WHAT THE TASK REQUIRES — Collect each line of the entries that holds the string "Diputado".

MATERIAL PROVIDED —

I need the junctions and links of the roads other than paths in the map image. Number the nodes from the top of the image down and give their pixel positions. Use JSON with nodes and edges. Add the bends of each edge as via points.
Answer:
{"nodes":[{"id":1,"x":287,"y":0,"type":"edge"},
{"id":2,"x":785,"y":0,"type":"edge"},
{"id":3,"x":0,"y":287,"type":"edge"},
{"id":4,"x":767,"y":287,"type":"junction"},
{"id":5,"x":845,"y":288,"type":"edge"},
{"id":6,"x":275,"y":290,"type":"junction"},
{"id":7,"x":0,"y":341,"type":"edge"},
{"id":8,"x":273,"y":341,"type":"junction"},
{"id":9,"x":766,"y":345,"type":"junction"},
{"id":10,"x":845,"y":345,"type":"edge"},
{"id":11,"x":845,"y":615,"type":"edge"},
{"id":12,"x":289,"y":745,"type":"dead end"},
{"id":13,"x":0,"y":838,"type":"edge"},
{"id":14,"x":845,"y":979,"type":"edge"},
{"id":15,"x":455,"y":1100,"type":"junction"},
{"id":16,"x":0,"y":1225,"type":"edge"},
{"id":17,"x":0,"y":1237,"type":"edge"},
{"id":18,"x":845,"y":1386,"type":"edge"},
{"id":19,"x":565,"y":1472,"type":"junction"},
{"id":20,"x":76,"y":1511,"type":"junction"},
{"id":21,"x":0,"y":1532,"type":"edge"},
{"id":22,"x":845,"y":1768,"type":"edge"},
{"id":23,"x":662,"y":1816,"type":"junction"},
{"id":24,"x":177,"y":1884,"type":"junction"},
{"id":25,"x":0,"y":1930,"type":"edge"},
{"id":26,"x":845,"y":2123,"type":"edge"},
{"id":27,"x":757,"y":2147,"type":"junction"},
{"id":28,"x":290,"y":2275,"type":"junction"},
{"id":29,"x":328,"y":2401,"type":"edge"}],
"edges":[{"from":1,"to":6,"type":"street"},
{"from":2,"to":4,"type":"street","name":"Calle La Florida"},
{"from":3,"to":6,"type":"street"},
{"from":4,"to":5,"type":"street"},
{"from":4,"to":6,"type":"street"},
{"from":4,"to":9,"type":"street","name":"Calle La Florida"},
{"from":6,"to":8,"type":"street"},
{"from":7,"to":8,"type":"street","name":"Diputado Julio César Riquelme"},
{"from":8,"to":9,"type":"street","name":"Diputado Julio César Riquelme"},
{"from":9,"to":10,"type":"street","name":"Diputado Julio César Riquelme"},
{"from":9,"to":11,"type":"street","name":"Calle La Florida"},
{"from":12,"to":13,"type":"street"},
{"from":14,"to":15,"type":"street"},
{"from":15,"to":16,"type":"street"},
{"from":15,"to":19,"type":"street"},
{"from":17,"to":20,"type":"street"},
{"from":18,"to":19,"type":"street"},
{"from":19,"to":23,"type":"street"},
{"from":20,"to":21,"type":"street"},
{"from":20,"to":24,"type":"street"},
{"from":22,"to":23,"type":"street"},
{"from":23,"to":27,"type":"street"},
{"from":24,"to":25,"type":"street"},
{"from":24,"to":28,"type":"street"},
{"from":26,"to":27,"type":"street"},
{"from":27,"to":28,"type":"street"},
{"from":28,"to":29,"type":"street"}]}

EXERCISE RESPONSE —
{"from":7,"to":8,"type":"street","name":"Diputado Julio César Riquelme"},
{"from":8,"to":9,"type":"street","name":"Diputado Julio César Riquelme"},
{"from":9,"to":10,"type":"street","name":"Diputado Julio César Riquelme"},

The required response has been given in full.